Primary Node db.stats()

{
    "db" : "mydb",
    "collections" : 8,
    "objects" : 43933967,
    "avgObjSize" : 575.327071124718,
    "dataSize" : 25276400557.0,
    "storageSize" : 11909304320.0,
    "numExtents" : 0,
    "indexes" : 12,
    "indexSize" : 997511168.0,
    "ok" : 1.0
}

Secondary Node db.stats()

{
    "db" : "mydb",
    "collections" : 8,
    "objects" : 44016455,
    "avgObjSize" : 576.927973845236,
    "dataSize" : 25394324199.0,
    "storageSize" : 9882480640.0,
    "numExtents" : 0,
    "indexes" : 12,
    "indexSize" : 901128192.0,
    "ok" : 1.0
}

Shouldn't the number of objects on the two nodes agree? In addition, I receive different results when issuing mydb.mycollection.count() commands. Is this normal behavior? Or is something wrong with the syncing of the two nodes?

Best Answer

Logically answer is YES.

When I tested on our multi terabyte DB's, I got differences between replica set members, however this was measuring mistake, error on the procedure. f.ex. db.stats() is not good command, because RS node can have db.system.profile -collection, what is NOT replicated to other nodes.
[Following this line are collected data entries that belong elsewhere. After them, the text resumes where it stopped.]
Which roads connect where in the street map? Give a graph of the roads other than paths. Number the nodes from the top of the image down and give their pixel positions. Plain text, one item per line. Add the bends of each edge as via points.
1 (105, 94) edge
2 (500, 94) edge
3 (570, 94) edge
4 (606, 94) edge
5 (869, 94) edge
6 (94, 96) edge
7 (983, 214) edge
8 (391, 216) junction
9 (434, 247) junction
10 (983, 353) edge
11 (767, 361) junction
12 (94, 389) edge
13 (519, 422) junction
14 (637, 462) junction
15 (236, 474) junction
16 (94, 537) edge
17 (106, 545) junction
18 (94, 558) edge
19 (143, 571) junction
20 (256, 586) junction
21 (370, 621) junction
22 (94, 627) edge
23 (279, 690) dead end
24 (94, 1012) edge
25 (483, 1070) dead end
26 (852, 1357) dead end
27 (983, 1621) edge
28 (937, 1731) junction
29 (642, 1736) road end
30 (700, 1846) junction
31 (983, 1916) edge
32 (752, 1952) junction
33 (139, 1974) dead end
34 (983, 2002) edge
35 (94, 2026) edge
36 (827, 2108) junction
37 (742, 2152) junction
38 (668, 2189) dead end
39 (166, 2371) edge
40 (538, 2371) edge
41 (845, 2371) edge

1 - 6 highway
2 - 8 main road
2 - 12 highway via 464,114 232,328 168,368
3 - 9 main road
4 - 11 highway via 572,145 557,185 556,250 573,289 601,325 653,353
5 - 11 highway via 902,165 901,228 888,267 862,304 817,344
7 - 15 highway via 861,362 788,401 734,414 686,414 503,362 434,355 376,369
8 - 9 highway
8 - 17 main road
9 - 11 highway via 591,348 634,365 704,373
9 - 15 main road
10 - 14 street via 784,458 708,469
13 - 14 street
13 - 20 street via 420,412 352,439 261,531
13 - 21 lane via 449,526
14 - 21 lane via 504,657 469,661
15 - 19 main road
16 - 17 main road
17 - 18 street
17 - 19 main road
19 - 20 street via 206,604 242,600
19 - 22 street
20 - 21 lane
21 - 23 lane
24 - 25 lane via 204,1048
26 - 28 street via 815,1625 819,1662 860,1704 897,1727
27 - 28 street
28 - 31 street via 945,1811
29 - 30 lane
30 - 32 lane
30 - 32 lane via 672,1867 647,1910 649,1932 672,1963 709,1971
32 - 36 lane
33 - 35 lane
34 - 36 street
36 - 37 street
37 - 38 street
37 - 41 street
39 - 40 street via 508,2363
How to do it right (do these on all replica set nodes):

  1. Stop all write traffic to MongoDB, you can do that by closing all clients OR giving (at Primary) command db.fsyncLock()
  2. select right DB (use xyz) and give command db.setSlaveOk(true)
  3. Don't use db.collection.find().count() or db.collection.count(), use command db.collection.find({_id:{ $gt: MinKey, $lt:MaxKey} }, {_id:1}).itcount() to count how many documents there is
  4. After you have done these itcount() commands on multiple collections and you are happy (or not) to result.. Don't forget to give (at primary) command db.fsyncUnlock()

we had maintenance break and I did this counting procedure during it and got (this time) right result. Every RS node had same count of documents. ;-)